For example, here we have a job test. So, the jobs directory should contain a file called test.js to run this job. We can write our logic inside test.js, which runs with the background job.
Once we run our script, we can run our job and execute the logic inside our job script file.
So far, we have seen how to run a job on script start. Now, let’s see how to schedule a job using Bree.js. Scheduling a job is simple. You just need to pass an additional parameter to a jobs array element:
Here, we have a parameter interval, which runs the script every 5 seconds.
const Bree = require('bree')
const bree = new Bree({
jobs : [
// runs the job on Start
'test',
{
name : 'sample',
interval : '5s'
}
]
})
bree.start()
Our output will look like this:
There are other options you can use to schedule the job, including the following:
Timeout runs the script after a specified time in the jobs configuration. You can use this as an alternative to setTimeout in JavaScript.
const Bree = require('bree')
const bree = new Bree({
jobs : [
// runs the job on Start
'test',
{
name : 'sample',
timeout : '30s' //run the script after 30 seconds from the start
}
]
})
bree.start()
Cron is simply for running a cron job in Node.js. We need to specify the cron along with the job. Use cases for cron jobs include backing up your database and running scripts according to a specified hour, day, month, or year.
Learn more →const Bree = require('bree')
const bree = new Bree({
jobs : [
// runs the job on Start
'test',
{
name : 'sample',
cron : '* * * * *'
// timeout : '30s' //run the script after 30 seconds from the start
}
]
})
bree.start()
So far, we have seen how to schedule a job. Now, we will see how to pass a value to our jobs from the main file.

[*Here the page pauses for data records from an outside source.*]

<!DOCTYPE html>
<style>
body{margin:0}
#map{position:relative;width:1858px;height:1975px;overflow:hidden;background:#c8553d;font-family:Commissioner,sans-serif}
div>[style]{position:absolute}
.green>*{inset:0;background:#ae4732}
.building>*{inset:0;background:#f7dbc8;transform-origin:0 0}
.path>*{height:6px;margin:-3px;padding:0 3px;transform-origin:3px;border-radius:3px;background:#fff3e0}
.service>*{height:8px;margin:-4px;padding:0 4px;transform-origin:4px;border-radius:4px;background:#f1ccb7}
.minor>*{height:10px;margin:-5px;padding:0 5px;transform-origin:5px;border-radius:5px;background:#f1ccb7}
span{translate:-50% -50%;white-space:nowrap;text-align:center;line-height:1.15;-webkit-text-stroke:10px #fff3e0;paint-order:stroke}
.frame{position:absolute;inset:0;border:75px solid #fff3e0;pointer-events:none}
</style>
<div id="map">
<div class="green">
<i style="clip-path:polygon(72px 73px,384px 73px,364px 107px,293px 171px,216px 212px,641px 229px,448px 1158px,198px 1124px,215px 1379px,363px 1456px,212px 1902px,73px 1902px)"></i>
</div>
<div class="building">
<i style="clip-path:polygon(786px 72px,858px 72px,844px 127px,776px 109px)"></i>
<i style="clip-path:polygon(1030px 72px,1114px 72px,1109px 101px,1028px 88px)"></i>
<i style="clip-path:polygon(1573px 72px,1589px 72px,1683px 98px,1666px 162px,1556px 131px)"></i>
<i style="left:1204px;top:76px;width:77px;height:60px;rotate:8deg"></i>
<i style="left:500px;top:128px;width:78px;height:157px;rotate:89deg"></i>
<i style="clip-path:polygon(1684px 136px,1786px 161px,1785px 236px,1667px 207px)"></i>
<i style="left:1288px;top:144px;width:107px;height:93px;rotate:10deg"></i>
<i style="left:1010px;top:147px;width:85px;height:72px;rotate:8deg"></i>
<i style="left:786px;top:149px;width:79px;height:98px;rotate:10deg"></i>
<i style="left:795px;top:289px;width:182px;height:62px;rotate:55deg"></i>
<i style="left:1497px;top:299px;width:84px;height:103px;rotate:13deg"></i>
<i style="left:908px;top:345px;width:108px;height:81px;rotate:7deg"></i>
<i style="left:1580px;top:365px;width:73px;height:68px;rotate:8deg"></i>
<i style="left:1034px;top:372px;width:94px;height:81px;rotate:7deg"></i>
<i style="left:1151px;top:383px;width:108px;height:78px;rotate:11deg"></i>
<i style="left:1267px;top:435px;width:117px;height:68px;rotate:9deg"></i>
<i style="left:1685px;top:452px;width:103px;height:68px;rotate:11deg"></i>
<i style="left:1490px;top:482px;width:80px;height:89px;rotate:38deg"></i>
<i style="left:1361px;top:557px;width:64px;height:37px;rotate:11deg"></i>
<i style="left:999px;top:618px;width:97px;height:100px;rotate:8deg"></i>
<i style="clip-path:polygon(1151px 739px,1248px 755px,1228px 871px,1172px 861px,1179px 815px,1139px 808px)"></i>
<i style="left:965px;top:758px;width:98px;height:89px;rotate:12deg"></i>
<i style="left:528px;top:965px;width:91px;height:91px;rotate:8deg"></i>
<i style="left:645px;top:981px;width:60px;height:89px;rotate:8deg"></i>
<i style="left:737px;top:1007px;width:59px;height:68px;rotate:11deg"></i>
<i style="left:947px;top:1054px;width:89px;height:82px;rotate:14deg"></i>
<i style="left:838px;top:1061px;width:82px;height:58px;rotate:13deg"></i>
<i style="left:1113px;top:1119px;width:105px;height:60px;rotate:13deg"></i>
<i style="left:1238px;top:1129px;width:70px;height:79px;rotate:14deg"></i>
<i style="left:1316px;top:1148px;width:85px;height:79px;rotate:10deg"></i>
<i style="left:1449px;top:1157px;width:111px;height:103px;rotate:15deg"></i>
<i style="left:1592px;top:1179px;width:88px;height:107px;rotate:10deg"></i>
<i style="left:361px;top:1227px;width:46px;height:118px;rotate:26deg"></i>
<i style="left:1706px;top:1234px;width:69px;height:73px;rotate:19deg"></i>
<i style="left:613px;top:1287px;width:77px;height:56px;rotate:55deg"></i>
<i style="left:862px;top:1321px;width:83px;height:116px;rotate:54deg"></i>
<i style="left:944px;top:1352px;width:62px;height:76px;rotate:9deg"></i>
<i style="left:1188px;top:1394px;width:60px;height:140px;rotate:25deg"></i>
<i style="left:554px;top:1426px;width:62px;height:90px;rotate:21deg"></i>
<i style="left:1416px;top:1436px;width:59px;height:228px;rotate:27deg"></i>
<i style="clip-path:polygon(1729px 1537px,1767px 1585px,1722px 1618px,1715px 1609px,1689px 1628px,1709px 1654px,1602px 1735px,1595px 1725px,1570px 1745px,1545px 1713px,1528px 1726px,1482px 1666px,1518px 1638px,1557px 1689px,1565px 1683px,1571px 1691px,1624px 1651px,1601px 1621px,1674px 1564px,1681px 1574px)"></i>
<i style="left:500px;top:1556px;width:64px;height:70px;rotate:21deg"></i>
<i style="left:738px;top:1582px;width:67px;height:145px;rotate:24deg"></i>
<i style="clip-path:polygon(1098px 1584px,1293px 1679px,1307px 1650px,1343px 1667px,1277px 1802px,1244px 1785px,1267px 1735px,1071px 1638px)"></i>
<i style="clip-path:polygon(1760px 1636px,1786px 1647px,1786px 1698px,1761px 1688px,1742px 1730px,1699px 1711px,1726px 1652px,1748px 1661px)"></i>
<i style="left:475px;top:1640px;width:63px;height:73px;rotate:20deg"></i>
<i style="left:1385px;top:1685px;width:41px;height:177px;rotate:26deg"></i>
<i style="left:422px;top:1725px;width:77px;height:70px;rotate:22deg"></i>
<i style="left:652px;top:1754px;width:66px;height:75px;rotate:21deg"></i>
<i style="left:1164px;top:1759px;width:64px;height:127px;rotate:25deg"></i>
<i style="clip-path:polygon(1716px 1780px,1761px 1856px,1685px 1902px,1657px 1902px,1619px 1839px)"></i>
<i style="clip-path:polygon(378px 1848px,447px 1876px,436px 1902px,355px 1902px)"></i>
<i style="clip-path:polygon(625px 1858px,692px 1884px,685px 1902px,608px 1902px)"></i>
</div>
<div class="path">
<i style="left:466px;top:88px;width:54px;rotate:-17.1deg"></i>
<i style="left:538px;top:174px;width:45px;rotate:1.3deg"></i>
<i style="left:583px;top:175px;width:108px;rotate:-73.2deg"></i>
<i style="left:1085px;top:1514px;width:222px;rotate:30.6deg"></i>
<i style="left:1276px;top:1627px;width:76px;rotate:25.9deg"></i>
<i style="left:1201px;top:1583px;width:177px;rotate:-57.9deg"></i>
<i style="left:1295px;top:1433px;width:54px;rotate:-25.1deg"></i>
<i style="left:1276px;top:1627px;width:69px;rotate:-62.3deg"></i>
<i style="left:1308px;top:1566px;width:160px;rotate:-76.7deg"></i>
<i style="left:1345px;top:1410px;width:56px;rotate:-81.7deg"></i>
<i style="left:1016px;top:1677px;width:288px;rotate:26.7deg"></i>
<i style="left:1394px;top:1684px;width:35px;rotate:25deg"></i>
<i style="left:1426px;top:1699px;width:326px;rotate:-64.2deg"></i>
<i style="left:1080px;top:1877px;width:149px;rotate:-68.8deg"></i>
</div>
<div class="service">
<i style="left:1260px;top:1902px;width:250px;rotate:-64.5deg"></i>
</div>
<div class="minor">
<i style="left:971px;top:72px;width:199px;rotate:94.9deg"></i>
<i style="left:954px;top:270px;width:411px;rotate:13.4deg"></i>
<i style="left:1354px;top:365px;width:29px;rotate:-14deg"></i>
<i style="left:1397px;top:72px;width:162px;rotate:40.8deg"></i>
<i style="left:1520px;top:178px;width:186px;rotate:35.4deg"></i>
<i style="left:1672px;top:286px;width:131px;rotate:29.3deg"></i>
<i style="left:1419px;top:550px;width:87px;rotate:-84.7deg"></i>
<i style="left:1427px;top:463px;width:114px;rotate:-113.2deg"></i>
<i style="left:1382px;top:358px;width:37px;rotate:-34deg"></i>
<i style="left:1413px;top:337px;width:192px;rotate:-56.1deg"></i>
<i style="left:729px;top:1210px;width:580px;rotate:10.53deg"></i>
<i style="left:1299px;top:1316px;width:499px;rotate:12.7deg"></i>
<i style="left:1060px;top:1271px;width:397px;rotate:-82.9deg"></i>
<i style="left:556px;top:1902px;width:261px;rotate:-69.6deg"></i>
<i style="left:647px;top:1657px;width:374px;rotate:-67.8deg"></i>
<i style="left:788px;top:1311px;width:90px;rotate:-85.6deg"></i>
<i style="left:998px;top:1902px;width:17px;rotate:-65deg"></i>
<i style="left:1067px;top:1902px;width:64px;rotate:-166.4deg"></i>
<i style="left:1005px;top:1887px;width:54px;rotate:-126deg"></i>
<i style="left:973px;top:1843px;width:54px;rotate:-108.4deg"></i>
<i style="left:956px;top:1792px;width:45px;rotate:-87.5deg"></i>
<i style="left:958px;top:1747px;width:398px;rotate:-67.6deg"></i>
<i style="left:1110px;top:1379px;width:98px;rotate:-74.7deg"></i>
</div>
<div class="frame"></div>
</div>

Since Bree.js uses a worker thread, you can use the same concept for passing data to a worker thread. All you need to do is pass the data in workerData, and it will be available in the respective job file:
const Bree = require('bree')
const bree = new Bree({
jobs : [
// runs the job on Start
// 'test',
{
name : 'sample',
worker: {
workerData: {
foo: 'bar',
beep: 'boop'
}
}
// cron : '* * * * *'
// timeout : '30s' //run the script after 30 seconds from the start
}
]
})
bree.start()
const { Worker, isMainThread, workerData } = require('worker_threads');
console.log("worker data",workerData.foo)
We have now begun to scratch the surface of Bree.js.
The above details are already available in the documentation for Breejs. I don’t want to run through the documentation again in this article, since it is already well documented.
Instead, we are going to build a small application that uses Bree.js along. In this way, we will learn how to use Bree.js in a practical application.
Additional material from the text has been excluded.